National treasures and claimants of 3 of the top 10 in this year's Hottest 100 were always bound to make a splash at SCL. Shovelling good patrons out of my way to get closer to the front, I reflected: for Sydney locals Gang of Youths this set would be like Simon and Garfunkel playing live in Central Park. Whether they felt this way about it or not, they pulled their best performance out of pocket and hit the audience with all the energy of a road-train. 'The Heart is a Muscle' and 'Magnolia' brought the audience to loving a'cappella in a moment of rare patriotism and if Joji didn't slip in a few bars of Queen in his closing solo I'll give you my left arm.

Avalanches

Melbourne based golden children of the juicy dance track absolutely ripped a hole in the afternoon by sneaking the audience of other stages bit by bit. The crowd was blissing out over the auditory toasted sandwich that is the 'Wildflower' album. They absolutely slayed 'Frankie Sinatra' - if only SCL had done them the grace of giving them a later time slot we would have all finally macked on with our Festival crushes in unison in the dark, but we made do in the slummy heat.

Ocean Alley

This band continues to impress.
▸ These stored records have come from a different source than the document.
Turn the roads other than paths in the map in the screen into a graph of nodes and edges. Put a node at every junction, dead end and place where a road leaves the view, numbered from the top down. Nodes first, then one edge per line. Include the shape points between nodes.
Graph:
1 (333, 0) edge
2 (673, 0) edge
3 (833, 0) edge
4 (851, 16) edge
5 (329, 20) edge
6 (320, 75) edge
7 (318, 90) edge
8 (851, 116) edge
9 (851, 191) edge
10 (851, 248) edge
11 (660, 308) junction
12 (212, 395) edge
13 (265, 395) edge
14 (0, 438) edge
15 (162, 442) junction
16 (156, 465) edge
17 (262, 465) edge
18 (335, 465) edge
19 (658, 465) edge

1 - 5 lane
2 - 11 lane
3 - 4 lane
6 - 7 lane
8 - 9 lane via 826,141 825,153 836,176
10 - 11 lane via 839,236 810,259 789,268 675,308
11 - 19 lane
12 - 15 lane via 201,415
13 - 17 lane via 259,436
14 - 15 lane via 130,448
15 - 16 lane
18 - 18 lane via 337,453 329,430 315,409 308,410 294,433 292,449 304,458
The rising stars having bit off a piece of the hottest 100 with 'The Comedown' and boasted a huge cult following at Big Top stage. Tash Sultana touted them the hottest new band coming out of Australia right now and with their signature sultry psychedelic reggae groove, who could disagree? Prepare to hear more of front-man Baden Donegal's charismatic voice, clear as a bell, haunting your morning routines with their new hit 'Confidence.'

Justice

Nothing can explain the psychotic explosion of moves from young loose limbs that trapped you in your best years when ‘D.A.N.C.E.’ came pouring out over the glowed-up night fields of SCL. May Justice forever headline our sweet dreams and deliver us from our existential angst.

The People

The punters were a rainbow collage of Sydney's best. A warm vision of truly terrible and yet sexual moustaches, full bodies covered in glitter and women sporting outfits made 90% of glitter made the whole thing feel like a gentle warm up for Mardi Gras. No media movement could give you the genuine sense of body positivity that simply being amongst the myriad beauties of Sydney did. Massive shout out to the real life parental superheroes who brought their little ones in their arms adorned with soundproofing headphones without flinching – you are who we all aspire to be.